Les premiers juges ne sauraient être suivis quant ils affirment qu'une enquête minimale telle que la consultation des comptes sociaux déposés au greffe aurait permis à Madame Conanec de prendre connaissance des inexactitudes de l'acte et de solliciter tous éclaircissements nécessaires.

En effet il appartenait aux époux Brochier de donner au notaire des éléments exacts et il ne peut être reproché à Madame Conanec d'avoir fait confiance à ses vendeurs alors que rien dans leur attitude n'aurait pu éveiller ses soupçons.

Au surplus la présentation des comptes sans ventilation entre les différentes activités de la société ; fleurs, journaux, divers rendait difficile toute vérification.

Enfin la réticence de la société Dauphine Fleurs à fournir à Madame Conanec les chiffres déclarés au fisc au titre des commissions rétrocédées démontre également la mauvaise foi de son gérant, Monsieur Brochier, puisqu'il a fallu une ordonnance du conseiller de la mise en état enjoignant aux services fiscaux de délivrer ces pièces.

La réticence dolosive de Monsieur Brochier, PDG de la société Dauphine Fleurs et des époux Brochier apparaît donc établie.

Le dol peut être invoqué pour conclure à une réduction de prix par l'allocation de dommages et intérêts.

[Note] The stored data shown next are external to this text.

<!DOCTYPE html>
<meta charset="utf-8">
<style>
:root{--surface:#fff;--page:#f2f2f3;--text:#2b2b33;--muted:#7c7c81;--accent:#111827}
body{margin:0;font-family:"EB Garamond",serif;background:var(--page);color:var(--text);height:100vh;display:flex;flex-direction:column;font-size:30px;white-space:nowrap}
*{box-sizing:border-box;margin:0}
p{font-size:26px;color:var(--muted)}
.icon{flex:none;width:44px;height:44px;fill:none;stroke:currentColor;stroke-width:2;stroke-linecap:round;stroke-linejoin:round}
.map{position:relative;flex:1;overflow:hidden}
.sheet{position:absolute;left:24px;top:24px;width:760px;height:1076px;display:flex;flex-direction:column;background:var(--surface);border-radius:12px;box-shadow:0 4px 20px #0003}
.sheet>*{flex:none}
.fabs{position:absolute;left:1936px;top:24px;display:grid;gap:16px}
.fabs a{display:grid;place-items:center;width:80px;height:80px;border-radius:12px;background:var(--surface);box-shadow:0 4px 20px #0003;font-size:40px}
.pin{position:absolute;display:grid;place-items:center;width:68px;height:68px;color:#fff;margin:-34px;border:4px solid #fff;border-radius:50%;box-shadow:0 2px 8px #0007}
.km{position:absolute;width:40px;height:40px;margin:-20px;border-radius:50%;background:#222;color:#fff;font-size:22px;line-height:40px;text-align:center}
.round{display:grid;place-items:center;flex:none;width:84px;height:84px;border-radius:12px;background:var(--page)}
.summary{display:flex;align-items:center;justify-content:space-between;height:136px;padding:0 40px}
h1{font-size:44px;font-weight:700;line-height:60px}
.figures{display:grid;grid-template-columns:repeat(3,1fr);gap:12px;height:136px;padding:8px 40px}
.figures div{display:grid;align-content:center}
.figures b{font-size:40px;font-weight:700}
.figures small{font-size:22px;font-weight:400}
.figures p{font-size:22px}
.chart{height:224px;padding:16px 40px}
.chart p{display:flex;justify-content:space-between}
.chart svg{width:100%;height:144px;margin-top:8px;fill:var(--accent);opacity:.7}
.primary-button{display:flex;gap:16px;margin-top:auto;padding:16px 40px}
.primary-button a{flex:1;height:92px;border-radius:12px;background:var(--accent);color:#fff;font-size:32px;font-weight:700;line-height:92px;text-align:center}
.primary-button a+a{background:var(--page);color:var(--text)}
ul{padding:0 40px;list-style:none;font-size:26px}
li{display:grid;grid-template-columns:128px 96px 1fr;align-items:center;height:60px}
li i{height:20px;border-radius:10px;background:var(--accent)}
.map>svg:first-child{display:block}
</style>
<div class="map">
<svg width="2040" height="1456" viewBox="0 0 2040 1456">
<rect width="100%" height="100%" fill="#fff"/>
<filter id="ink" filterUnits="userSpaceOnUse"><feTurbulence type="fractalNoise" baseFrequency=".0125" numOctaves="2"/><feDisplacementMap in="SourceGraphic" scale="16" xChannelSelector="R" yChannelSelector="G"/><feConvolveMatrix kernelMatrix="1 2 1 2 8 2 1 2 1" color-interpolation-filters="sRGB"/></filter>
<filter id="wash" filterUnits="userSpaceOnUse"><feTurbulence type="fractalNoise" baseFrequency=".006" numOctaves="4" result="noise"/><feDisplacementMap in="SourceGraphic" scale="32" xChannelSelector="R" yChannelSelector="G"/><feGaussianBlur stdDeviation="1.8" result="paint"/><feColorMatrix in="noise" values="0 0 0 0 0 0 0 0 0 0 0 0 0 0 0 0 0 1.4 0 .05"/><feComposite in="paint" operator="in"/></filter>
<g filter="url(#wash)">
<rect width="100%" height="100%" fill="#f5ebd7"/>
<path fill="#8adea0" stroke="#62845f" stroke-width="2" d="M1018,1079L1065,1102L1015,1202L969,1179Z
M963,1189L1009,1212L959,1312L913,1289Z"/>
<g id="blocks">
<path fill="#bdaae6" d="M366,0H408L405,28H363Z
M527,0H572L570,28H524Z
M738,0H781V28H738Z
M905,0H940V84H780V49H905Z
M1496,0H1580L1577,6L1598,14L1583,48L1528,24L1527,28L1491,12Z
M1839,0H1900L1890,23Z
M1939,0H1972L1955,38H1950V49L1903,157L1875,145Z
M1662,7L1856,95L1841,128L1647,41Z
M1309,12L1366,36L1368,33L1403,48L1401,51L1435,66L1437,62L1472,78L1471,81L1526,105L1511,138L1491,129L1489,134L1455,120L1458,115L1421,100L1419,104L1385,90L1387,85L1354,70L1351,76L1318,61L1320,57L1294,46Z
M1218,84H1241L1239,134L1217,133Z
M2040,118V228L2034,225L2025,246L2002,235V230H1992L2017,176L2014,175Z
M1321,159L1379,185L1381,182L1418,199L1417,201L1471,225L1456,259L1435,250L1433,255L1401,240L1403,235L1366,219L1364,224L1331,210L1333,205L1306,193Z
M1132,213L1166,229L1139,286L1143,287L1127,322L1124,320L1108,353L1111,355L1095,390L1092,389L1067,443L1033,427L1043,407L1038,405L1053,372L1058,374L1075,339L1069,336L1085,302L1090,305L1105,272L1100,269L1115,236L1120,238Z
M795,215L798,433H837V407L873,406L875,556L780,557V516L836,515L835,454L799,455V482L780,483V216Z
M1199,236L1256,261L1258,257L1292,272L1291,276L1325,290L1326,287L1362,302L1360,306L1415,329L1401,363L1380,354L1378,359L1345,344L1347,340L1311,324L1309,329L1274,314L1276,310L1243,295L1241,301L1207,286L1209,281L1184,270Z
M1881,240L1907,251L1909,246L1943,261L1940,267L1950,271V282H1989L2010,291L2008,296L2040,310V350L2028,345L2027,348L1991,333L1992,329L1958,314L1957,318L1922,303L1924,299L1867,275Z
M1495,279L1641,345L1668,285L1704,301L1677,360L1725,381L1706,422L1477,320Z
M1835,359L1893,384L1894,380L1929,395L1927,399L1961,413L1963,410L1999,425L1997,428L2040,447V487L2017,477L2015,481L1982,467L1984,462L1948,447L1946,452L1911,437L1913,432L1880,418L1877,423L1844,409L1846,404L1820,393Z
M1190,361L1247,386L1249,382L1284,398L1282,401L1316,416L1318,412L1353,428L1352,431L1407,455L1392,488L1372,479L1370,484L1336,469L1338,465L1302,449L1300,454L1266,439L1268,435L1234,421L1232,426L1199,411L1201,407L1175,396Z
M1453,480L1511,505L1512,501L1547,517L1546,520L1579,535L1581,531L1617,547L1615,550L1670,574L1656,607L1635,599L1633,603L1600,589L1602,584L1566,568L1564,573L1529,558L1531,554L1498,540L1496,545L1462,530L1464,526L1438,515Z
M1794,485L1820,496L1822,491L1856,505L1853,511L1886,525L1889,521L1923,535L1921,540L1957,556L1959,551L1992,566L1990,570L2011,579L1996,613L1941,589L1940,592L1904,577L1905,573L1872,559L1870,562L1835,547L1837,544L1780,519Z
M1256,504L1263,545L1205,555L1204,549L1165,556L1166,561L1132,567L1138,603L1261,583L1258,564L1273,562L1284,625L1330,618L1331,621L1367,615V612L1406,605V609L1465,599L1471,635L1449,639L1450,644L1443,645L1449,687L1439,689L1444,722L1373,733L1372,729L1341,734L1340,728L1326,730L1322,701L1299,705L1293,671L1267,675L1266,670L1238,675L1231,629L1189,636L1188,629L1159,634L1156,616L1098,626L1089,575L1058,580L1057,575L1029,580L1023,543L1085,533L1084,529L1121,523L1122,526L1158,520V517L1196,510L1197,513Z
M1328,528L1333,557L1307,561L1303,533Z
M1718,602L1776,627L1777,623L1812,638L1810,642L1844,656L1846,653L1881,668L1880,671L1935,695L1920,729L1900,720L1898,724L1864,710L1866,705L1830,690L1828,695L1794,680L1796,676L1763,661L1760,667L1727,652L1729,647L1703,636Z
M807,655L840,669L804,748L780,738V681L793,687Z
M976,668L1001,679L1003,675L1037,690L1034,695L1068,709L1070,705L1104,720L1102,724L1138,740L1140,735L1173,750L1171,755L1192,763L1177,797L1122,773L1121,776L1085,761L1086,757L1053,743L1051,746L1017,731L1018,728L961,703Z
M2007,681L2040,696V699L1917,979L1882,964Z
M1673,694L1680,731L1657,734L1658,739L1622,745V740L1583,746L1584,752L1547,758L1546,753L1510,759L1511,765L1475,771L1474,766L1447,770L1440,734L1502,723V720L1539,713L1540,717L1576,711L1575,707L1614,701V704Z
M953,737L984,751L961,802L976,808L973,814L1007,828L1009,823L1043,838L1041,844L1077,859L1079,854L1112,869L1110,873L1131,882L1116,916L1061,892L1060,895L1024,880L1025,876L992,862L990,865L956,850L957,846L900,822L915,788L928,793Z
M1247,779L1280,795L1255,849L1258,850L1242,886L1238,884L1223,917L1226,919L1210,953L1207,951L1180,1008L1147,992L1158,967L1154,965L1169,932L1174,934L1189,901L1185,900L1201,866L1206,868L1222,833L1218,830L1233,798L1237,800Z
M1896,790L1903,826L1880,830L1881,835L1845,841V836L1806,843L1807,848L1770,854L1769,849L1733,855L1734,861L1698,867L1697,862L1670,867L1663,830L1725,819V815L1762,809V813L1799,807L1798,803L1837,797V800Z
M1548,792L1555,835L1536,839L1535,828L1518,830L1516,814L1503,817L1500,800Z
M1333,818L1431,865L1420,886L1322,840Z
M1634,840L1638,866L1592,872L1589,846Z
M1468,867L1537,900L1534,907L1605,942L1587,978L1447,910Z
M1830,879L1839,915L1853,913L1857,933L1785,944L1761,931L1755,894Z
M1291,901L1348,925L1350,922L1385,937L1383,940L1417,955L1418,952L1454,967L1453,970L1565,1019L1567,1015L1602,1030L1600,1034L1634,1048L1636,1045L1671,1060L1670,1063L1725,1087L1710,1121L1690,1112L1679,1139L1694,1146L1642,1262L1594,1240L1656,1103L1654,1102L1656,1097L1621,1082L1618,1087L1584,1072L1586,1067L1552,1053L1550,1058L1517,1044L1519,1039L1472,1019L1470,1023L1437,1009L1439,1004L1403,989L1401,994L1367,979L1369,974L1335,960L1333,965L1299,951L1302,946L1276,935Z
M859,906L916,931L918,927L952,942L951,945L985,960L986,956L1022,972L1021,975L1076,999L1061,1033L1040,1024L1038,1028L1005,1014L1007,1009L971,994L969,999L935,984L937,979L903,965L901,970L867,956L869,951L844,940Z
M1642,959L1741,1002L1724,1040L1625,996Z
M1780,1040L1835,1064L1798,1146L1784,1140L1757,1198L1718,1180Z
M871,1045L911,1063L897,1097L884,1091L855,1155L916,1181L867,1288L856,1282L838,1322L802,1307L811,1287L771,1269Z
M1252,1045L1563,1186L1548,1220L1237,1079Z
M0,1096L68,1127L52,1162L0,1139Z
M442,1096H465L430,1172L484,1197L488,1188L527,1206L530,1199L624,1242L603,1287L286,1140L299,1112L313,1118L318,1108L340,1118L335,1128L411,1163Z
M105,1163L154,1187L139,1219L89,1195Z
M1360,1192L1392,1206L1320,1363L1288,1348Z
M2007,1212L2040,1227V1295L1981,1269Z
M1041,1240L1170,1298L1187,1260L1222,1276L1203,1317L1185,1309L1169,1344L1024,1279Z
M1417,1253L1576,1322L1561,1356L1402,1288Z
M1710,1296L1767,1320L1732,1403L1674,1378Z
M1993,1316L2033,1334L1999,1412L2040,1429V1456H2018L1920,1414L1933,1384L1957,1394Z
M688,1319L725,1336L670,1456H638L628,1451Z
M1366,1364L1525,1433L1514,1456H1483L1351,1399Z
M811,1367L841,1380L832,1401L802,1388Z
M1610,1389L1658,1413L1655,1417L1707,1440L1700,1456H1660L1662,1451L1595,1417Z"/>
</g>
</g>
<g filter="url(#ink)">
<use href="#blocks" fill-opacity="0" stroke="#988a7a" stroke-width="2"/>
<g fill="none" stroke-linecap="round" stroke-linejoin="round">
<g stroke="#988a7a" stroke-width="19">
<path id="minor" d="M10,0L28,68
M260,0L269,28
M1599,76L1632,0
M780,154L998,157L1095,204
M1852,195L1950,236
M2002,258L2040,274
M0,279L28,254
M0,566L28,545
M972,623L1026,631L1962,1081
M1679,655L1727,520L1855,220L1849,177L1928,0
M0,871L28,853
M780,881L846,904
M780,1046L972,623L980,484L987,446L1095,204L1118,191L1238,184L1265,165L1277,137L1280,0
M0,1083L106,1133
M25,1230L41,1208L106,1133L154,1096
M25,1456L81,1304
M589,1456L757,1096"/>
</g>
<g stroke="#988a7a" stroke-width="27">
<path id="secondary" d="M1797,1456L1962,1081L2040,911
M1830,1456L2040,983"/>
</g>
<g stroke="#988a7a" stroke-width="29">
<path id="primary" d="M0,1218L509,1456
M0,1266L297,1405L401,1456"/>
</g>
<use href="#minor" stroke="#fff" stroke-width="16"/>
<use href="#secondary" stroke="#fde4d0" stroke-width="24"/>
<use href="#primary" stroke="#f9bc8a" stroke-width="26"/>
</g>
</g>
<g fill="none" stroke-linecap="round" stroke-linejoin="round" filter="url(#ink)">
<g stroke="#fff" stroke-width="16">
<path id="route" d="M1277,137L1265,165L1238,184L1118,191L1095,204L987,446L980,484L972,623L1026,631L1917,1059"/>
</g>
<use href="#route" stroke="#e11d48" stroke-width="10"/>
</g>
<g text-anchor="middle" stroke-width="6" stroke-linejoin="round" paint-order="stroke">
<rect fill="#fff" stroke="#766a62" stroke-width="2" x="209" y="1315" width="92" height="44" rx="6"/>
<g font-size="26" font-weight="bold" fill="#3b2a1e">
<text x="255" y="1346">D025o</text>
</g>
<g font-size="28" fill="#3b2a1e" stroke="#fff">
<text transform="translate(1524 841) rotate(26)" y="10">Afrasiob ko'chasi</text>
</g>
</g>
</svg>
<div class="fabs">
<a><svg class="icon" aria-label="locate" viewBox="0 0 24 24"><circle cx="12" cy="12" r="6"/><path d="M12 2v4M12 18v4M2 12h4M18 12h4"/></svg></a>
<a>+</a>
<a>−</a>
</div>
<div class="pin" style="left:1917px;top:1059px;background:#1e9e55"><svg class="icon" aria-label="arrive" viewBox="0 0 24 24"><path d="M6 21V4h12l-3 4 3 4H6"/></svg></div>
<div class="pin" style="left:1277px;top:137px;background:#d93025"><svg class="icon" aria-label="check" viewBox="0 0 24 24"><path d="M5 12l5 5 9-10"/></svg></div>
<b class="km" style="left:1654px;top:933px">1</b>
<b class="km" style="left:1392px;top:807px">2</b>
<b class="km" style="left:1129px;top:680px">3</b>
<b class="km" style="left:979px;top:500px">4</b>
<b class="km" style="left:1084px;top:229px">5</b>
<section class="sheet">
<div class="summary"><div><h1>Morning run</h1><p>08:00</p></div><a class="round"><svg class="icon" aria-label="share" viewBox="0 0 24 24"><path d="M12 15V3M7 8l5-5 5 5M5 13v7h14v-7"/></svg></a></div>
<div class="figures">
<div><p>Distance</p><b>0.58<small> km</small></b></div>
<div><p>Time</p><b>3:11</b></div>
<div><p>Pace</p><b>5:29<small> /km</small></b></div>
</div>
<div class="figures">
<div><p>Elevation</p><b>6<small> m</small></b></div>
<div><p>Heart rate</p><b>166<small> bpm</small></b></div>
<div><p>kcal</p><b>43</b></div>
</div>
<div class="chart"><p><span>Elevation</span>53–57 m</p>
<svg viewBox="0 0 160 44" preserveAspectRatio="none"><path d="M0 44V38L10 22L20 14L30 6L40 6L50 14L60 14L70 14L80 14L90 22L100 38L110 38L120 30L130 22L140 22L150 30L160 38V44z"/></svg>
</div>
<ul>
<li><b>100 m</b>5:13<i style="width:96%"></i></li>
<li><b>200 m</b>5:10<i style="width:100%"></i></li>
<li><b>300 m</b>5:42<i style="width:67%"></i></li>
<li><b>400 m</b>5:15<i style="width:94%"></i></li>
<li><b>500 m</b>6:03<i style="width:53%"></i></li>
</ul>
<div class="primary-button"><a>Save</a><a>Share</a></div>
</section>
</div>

Il est certain que si Madame Conanec avait connu la situation comptable exacte du fonds de commerce, elle l'aurait acquis à un moindre prix. Ses faibles résultats pour les années postérieures à la vente et la situation débitrice de son compte bancaire démontrent que le prix de vente du fonds avait été surévalué.

La cour dispose des éléments suffisants pour allouer à Madame Conanec la somme de 100 000 F à titre de dommages-intérêts.

Il convient de fixer à la somme de 5 000 F le montant des frais irrécouvrables qu'il serait inéquitable de laisser à la charge de Madame Conanec en application de l'article 700 du NCPC.

Par ces motifs, LA COUR, Statuant par arrêt contradictoire, après en avoir délibéré conformément à la loi, Confirme le jugement déféré en l'exception de la disposition relative à la demande de dommages et intérêts présentée par Madame Conanec Le reforme sur ce point, Statuant è nouveau, Constate l'existence d'un dol de la part des époux Brochier et de Monsieur Brochier, PDG de la société Dauphine Fleurs, viciant la vente du fonds de commerce, Condamne les époux Brochier et la société Dauphine Fleurs à payer à Madame Conanec la somme de 100 000 F (cent mille francs) à titre de dommages et intérêts et celle de 5 000 F (cinq mille francs) en application de l'article 700 du nouveau Code de procédure civile, Condamne les époux Brochier et la société Dauphine Fleurs aux dépens, Autorise la SCP Borel et Calas à recouvrer directement les dépens dont elle aurait fait l'avance sans avoir reçu provision.